Lockheed's Skunk Works reveals missing link in secret UAV history



In 2001, Lockheed Martin’s Skunk Works secretly flew a flying wing unmanned air vehicle (UAV) with a roughly 9m (30ft) wingspan with modular wings and a bulbous fuselage as a technology demonstrator for a family of aircraft.
As the company prepares to celebrate the Skunk Works’ 75th anniversary in June, Lockheed decided to reveal the existence of the formerly secret project at the Los Angeles County air show on 24 March in Lancaster, California, which lies few miles north on Highway 14 from the unit’s headquarters in Palmdale.
Asset Image
Lockheed’s “X-44A” greeted visitors at the entrance of the five-year-old local event near Edwards AFB, a storied flight test centre for the US Air Force and NASA.
Although the project’s existence is no longer a secret, Lockheed is not yet prepared to offer many details beyond the year of its first flight and its role as a demonstrator for a family of UAVs.
Stephen Trimble
The project bears the hallmarks of many Skunk Works projects, including a name possibly intended to cause confusion. For two decades, the X-44A designation was thought to be assigned only to a NASA proposal for an X-plane. NASA’s late-1990s proposal, never consummated, called for testing a Lockheed F-22 with a trapezoidal wing and no vertical tails.
Why the X-44A designation was secretly reassigned to the Skunk Works UAV project is not clear.

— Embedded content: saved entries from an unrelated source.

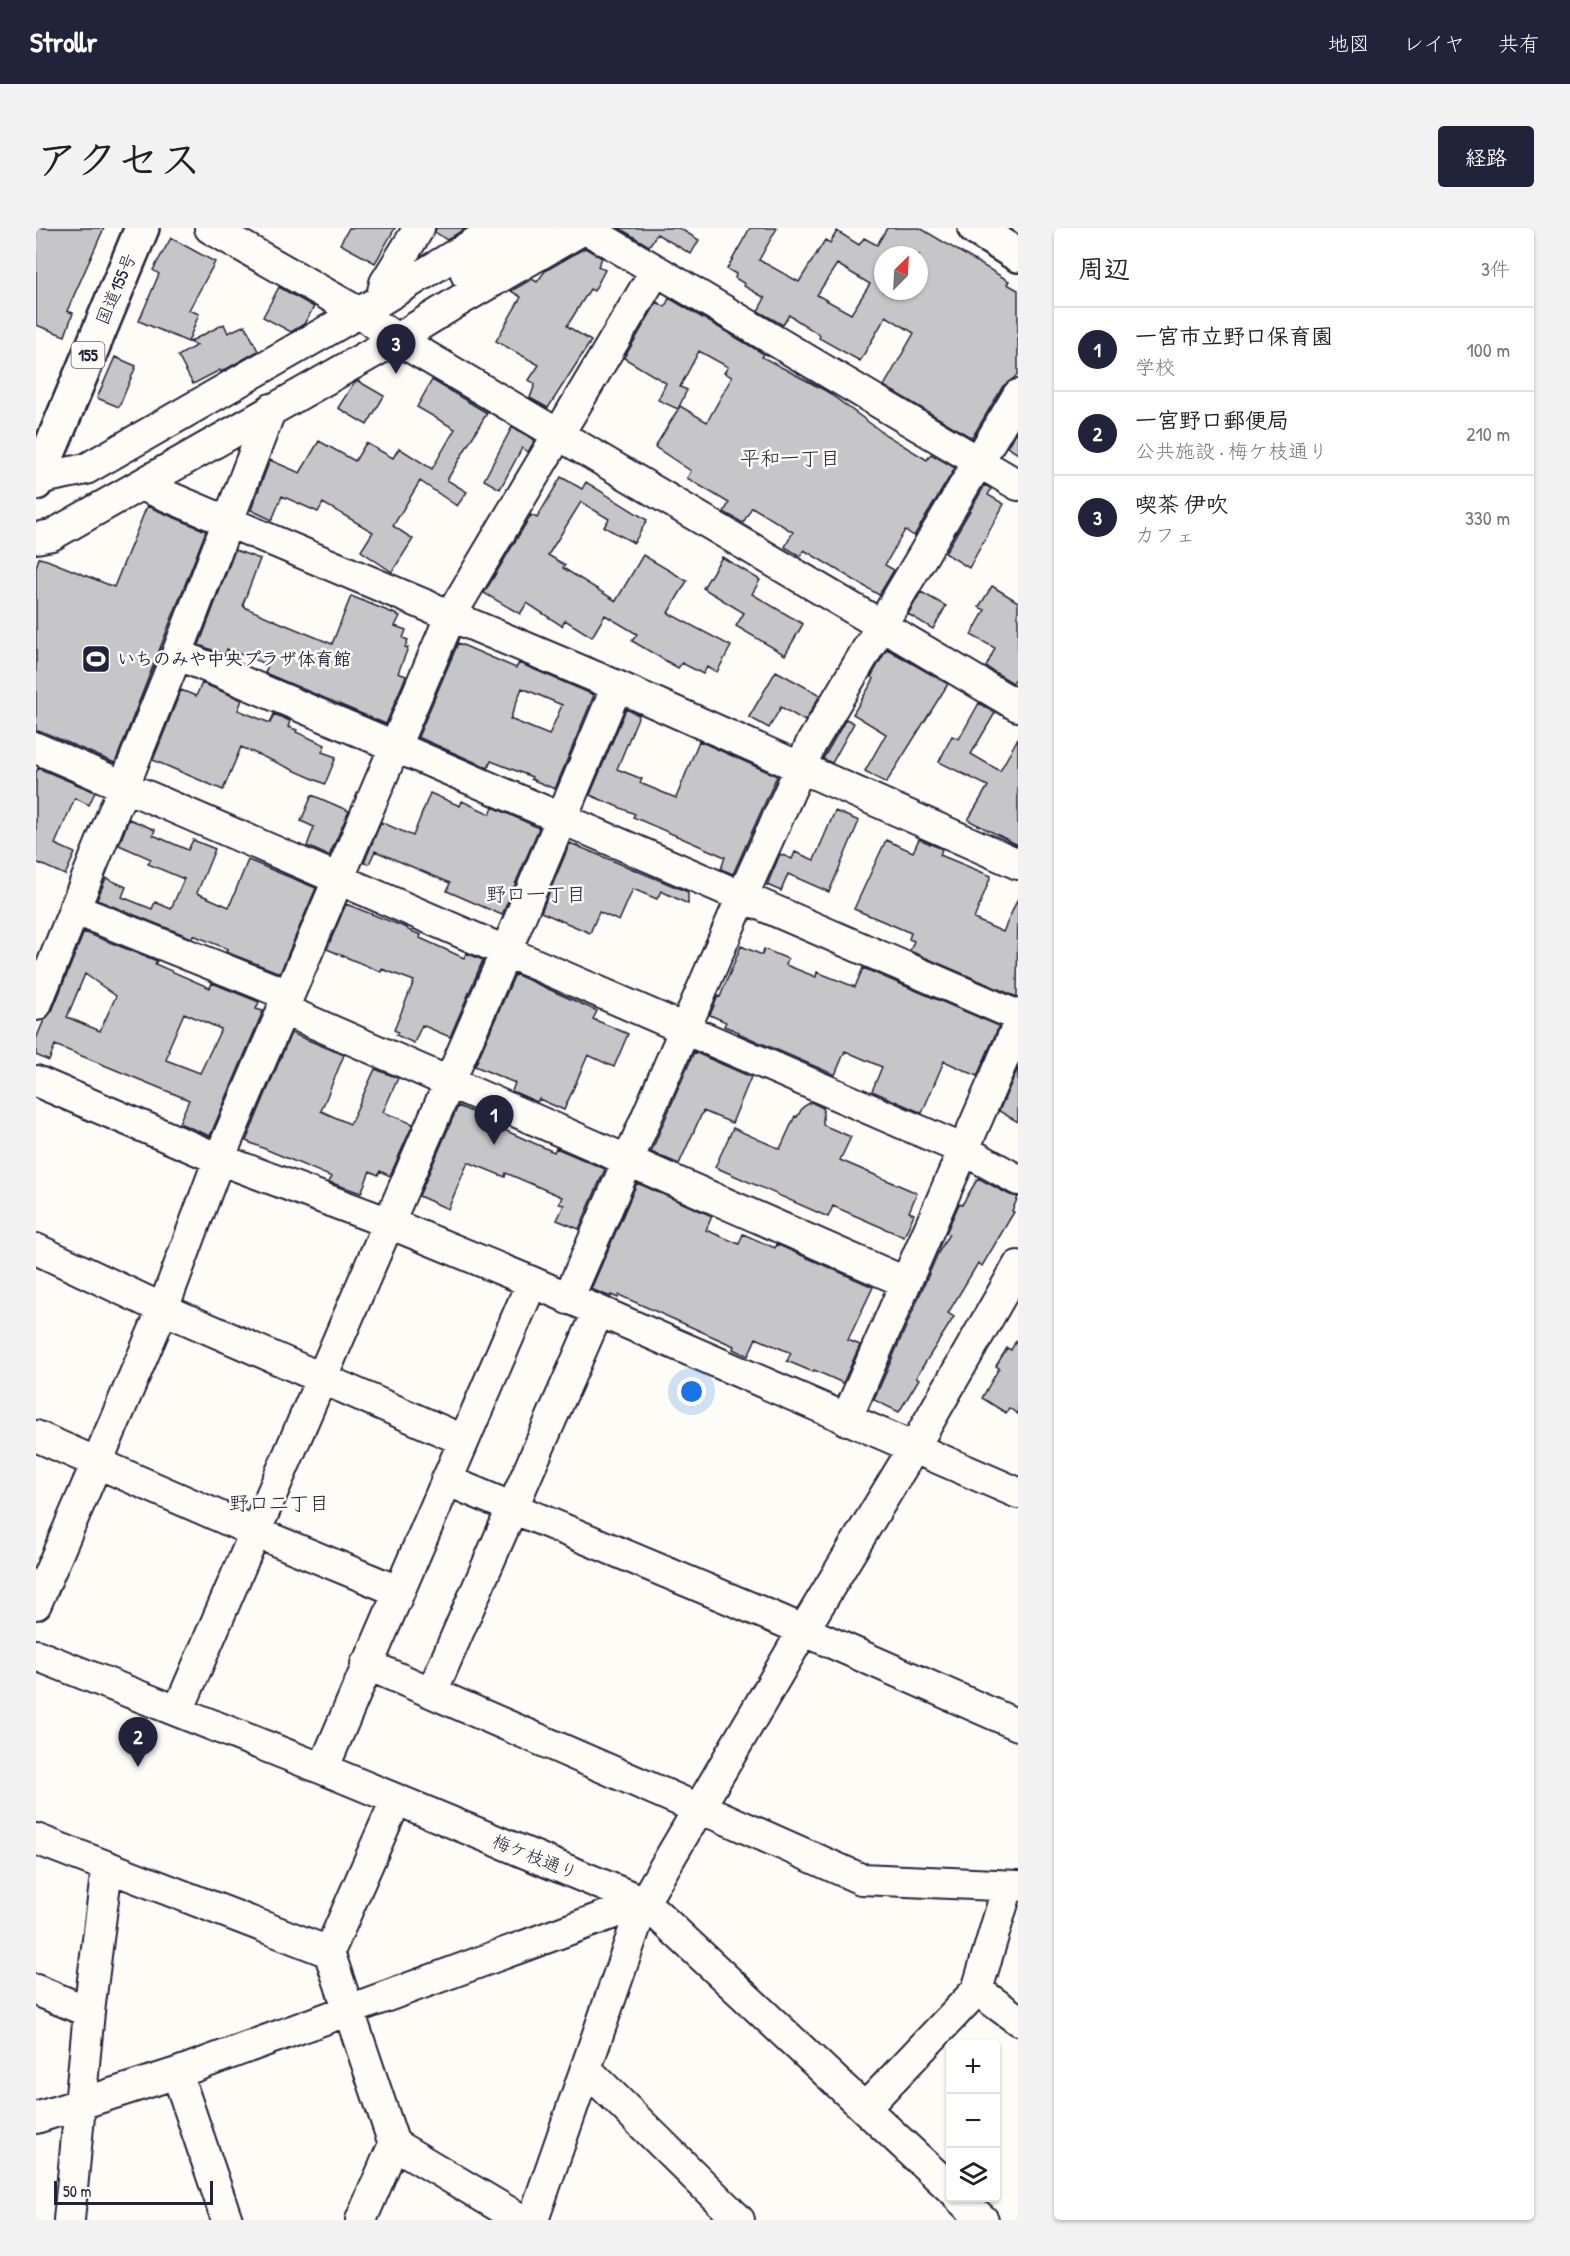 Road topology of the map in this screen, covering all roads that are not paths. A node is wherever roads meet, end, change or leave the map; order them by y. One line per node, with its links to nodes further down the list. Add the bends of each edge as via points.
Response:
1 (142, 228): 14 (main road, 国道155号 / 155)
2 (210, 228): 10 (street)
3 (419, 228): 10 (street, via 385,283)
4 (499, 228): 10 (street)
5 (540, 228): 10 (street)
6 (585, 228): 9 (street); 10 (street, via 462,299)
7 (975, 228): 8 (main road)
8 (1018, 255)
9 (656, 270): 13 (street); 15 (street)
10 (379, 320): 12 (street); 13 (street); 16 (street, via 86,469)
11 (1018, 395): 15 (street)
12 (271, 409): 17 (street); 19 (street)
13 (558, 434): 21 (street); 22 (street)
14 (44, 437): 16 (main road, 国道155号 / 155)
15 (978, 461): 18 (street); 22 (street)
16 (37, 481)
17 (141, 485): 19 (street); 20 (street, via 52,535)
18 (1018, 485)
19 (229, 521): 21 (street); 23 (street)
20 (36, 538)
21 (451, 615): 24 (street); 26 (street)
22 (882, 626): 25 (street); 28 (street)
23 (177, 654): 26 (street); 29 (street)
24 (617, 686): 28 (street); 30 (street)
25 (1018, 706)
26 (394, 746): 30 (street); 32 (street)
27 (36, 748): 29 (street)
28 (801, 768): 31 (street); 33 (street)
29 (122, 786): 32 (street); 34 (street)
30 (561, 819): 33 (street); 35 (street)
31 (1018, 864)
32 (338, 878): 35 (street); 36 (street)
33 (742, 897): 38 (street); 40 (street)
34 (74, 909): 36 (street); 37 (street)
35 (506, 951): 40 (street); 42 (street)
36 (285, 1002): 42 (street); 44 (street)
37 (36, 1005)
38 (1018, 1016)
39 (1018, 1025): 43 (street)
40 (686, 1029): 43 (street); 45 (street)
41 (36, 1081): 44 (street)
42 (448, 1081): 45 (street); 47 (street)
43 (964, 1150): 46 (street); 51 (street)
44 (219, 1159): 47 (street); 53 (street)
45 (628, 1162): 51 (street); 52 (street)
46 (1018, 1180)
47 (389, 1223): 50 (street); 55 (street)
48 (36, 1249): 53 (street)
49 (1018, 1266): 59 (street)
50 (532, 1282): 52 (street); 58 (street)
51 (905, 1282): 56 (street)
52 (568, 1299): 54 (street)
53 (163, 1309): 55 (street); 60 (street)
54 (598, 1312): 56 (street); 63 (street)
55 (322, 1379): 58 (street); 64 (street)
56 (846, 1420): 59 (street)
57 (36, 1436): 60 (street)
58 (462, 1440): 61 (street)
59 (913, 1449): 62 (street); 67 (street)
60 (98, 1462): 64 (street); 66 (street)
61 (447, 1480): 63 (street); 65 (street)
62 (1018, 1493)
63 (513, 1509): 67 (street); 70 (street)
64 (255, 1532): 65 (street); 71 (street)
65 (398, 1591): 69 (street)
66 (36, 1604)
67 (803, 1631): 72 (street); 75 (street)
68 (36, 1655): 71 (street, 梅ケ枝通り)
69 (366, 1664): 70 (street); 73 (street)
70 (432, 1692): 75 (street)
71 (178, 1711): 73 (street, 梅ケ枝通り)
72 (1018, 1725)
73 (323, 1769): 74 (street, 梅ケ枝通り)
74 (396, 1800): 79 (street, 梅ケ枝通り); 80 (street)
75 (699, 1809): 78 (street, via 861,1879); 79 (street)
76 (36, 1839): 77 (street)
77 (107, 1867): 80 (street); 84 (street)
78 (1013, 1886): 82 (street)
79 (644, 1902): 83 (street); 86 (street); 89 (street, 梅ケ枝通り)
80 (329, 1952): 83 (street)
81 (36, 1990): 84 (street)
82 (977, 1990): 85 (street); 89 (street)
83 (349, 2010): 87 (street); 91 (street)
84 (89, 2012): 88 (street)
85 (1018, 2020)
86 (586, 2069): 98 (street); 99 (street)
87 (177, 2073): 88 (street); 95 (street)
88 (81, 2105): 90 (street); 94 (street)
89 (865, 2108): 92 (street, 梅ケ枝通り)
90 (36, 2118)
91 (394, 2144): 96 (street); 97 (street)
92 (946, 2184)
93 (963, 2202): 100 (street)
94 (69, 2220)
95 (227, 2220)
96 (361, 2220)
97 (522, 2220)
98 (532, 2220)
99 (739, 2220)
100 (983, 2220)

Lockheed’s confirmation and unveiling came nearly two months after Tyler Rogoway, a journalist for the The War Zone blog, first reported the X-44A’s alternative identity as a flying wing demonstrator.
Based on the designation and timing of first flight, Lockheed’s X-44A appears to pre-date the launch of a series of rival X-plane demonstrators, including Boeing’s X-45A that flew in 2002 and Northrop Grumman’s X-47A.
Asset Image
The X-44A also fills a gap in the Skunk Works’ long association with UAVs, which originated in the late-1950s with a proposal for the stealthy, subsonic surveillance aircraft called the Gusto II. A decade later, Lockheed fielded the unmanned D-21, a Mach 3 drone. It was originally designed to be launched from a modified version of the A-12, the variant of the Blackbird family acquired by the Central Intelligence Agency. After a flight test mishap, Lockheed re-assigned the D-21 to launch from the Boeing B-52.

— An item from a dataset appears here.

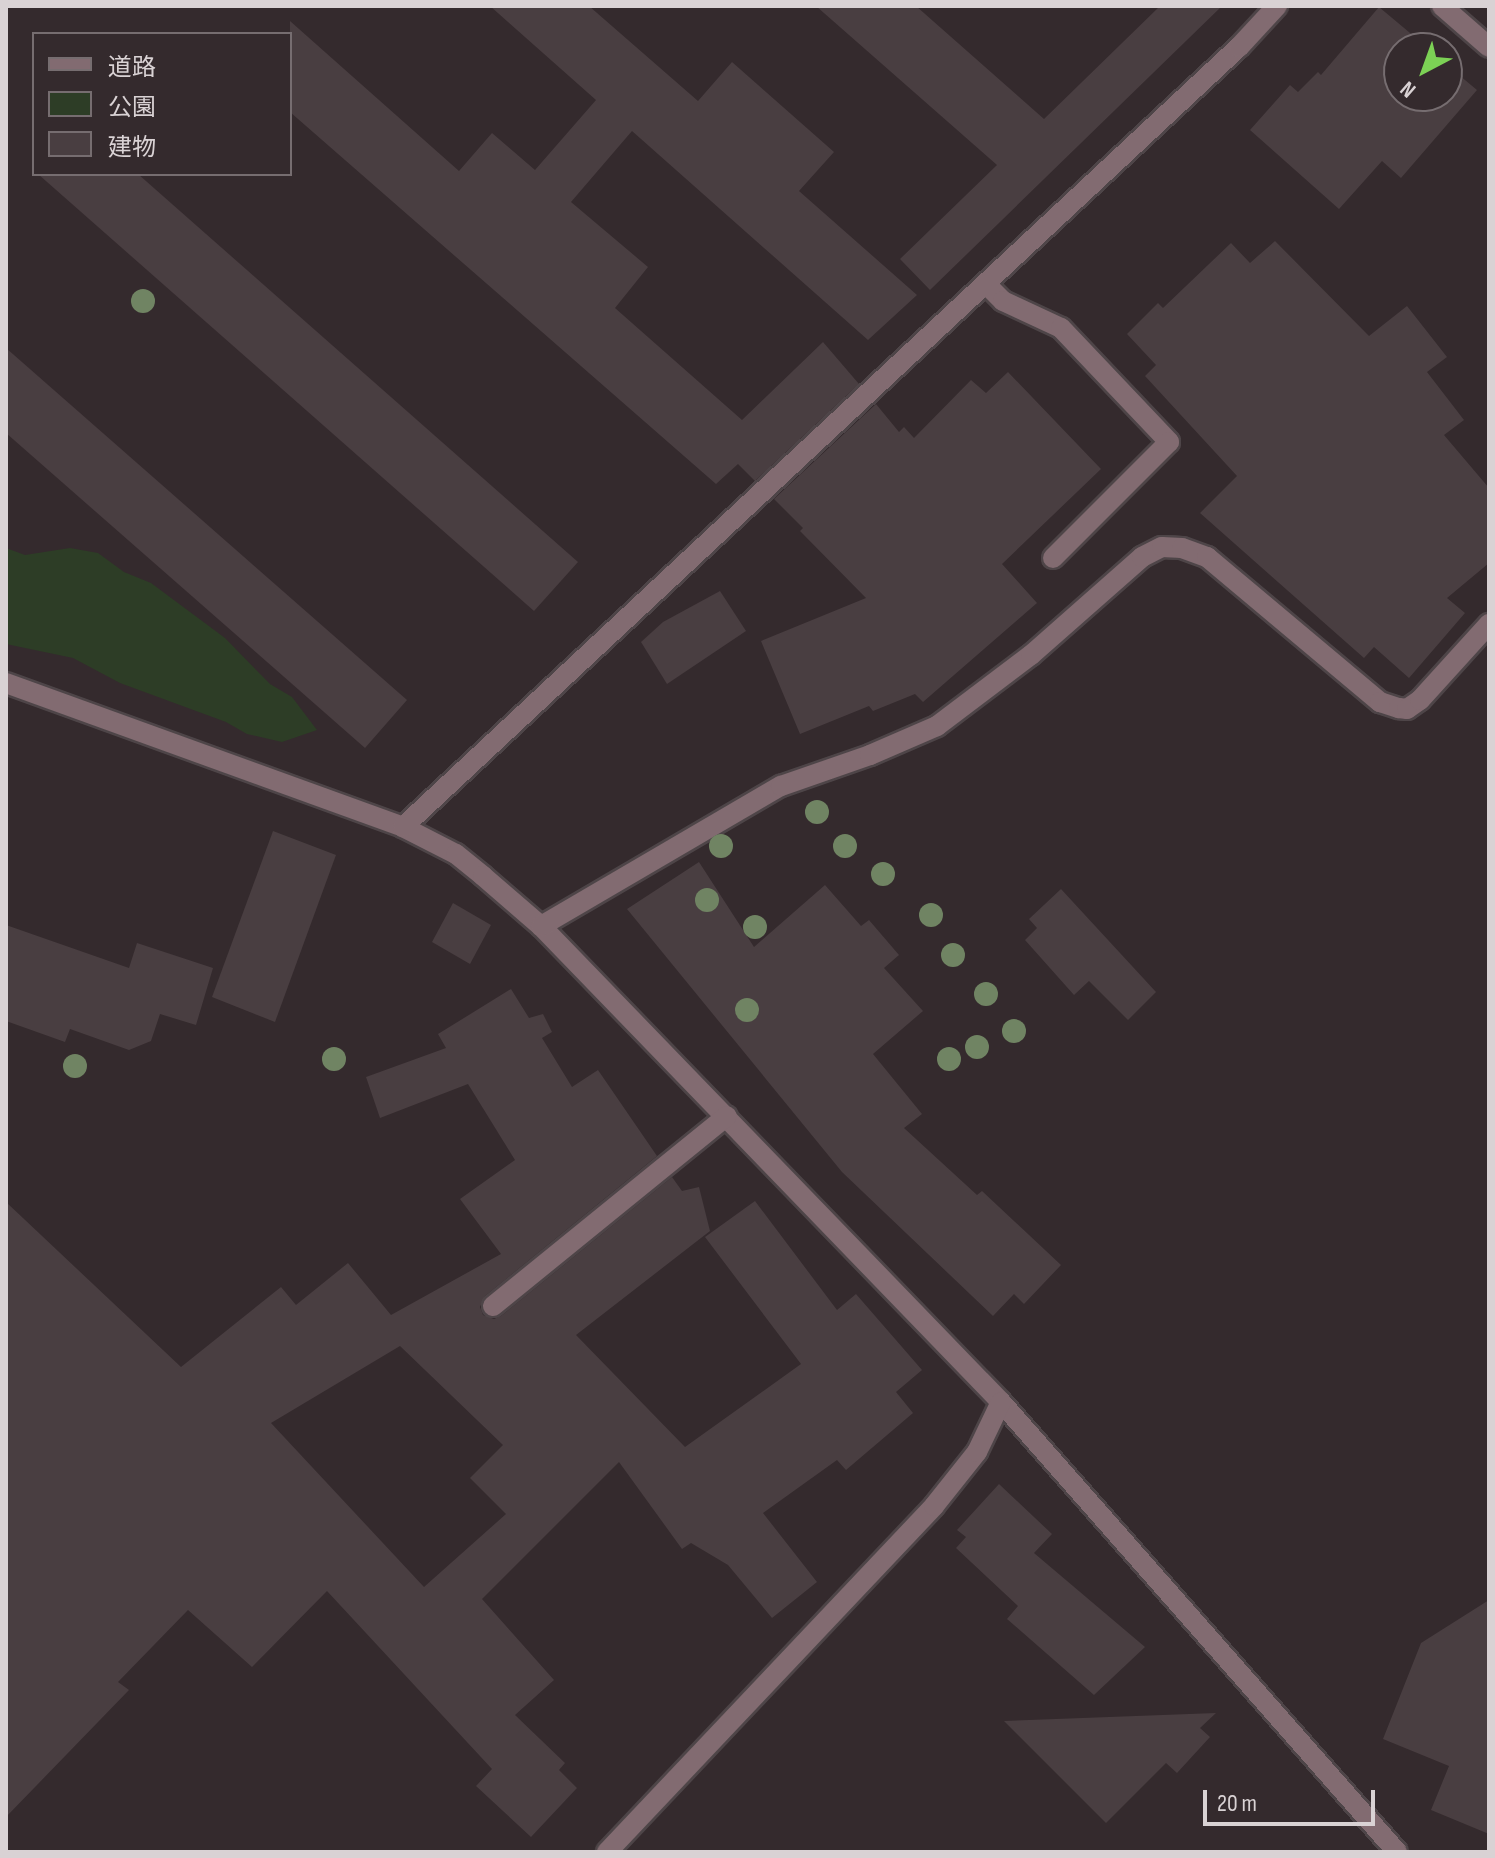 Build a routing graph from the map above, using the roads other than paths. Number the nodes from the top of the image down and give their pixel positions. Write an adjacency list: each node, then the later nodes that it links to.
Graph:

Two decades later, a consortium of agencies, including the CIA, USAF and National Reconnaissance Office, commissioned the Skunk Works and Boeing to develop competing proposals for the Advanced Airborne Reconnaissance System (AARS), a high-altitude UAV with loitering capability, according to author and USAF official Tom Ehrhard, who in 2010 published “Air Force UAVs: The Secret History”.

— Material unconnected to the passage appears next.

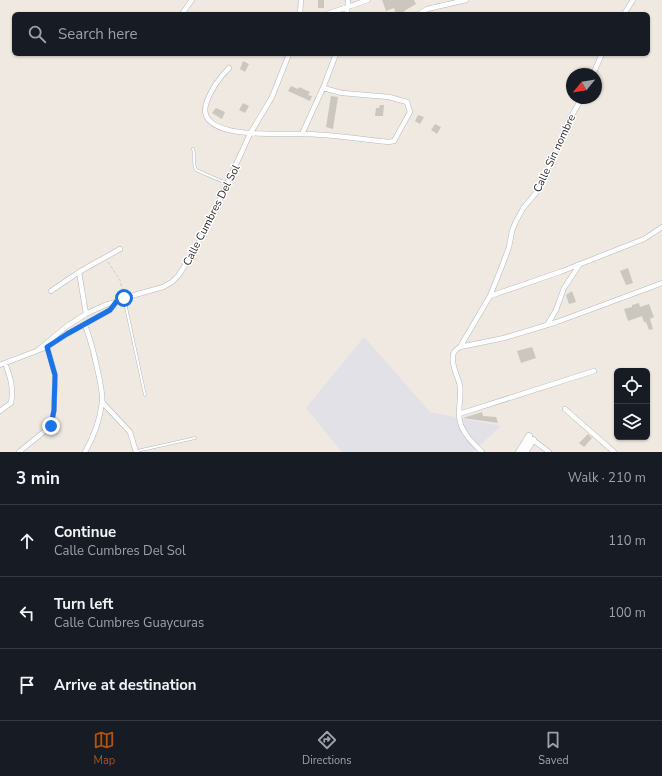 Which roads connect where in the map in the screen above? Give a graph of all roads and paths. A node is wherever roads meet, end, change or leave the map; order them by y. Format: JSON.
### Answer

Lockheed’s design for the AARS aircraft was likened to a “flying clam”, with a saucer-like blended fuselage and long, high-aspect ratio wings, wrote Ehrhard. But the project ended as a budgetary fiasco in 1992, as the cost of the aircraft rose to over $500 million.
Soon after, Lockheed proposed a similar-looking, but significantly smaller, concept for the high-altitude RQ-3 Dark Star UAV (pictured below), a programme funded by the Defense Advanced Research Projects Agency (DARPA). Ultimately, DARPA decided to move forward with Northrop Grumman’s non-stealthy rival to the RQ-3 – the RQ-4 Global Hawk.
Asset Image
National Museum of the US Air Force
Until the confirmation of the existence of the X-44A, nothing was known about Lockheed’s UAV development activity between the cancellation of the RQ-3 and the first flight of the Polecat UAV demonstrator in 2005. Four years later, the USAF also confirmed the existence of Lockheed’s RQ-170 Sentinel, a medium-altitude surveillance aircraft that became operational at least two years earlier.
As a seemingly modular flying wing with a bulbous body, the X-44A appears to belong to the same family of UAV designs as the Polecat and the RQ-170 from the mid-2000s, rather than the AARS and RQ-3 from the 1980s and 1990s.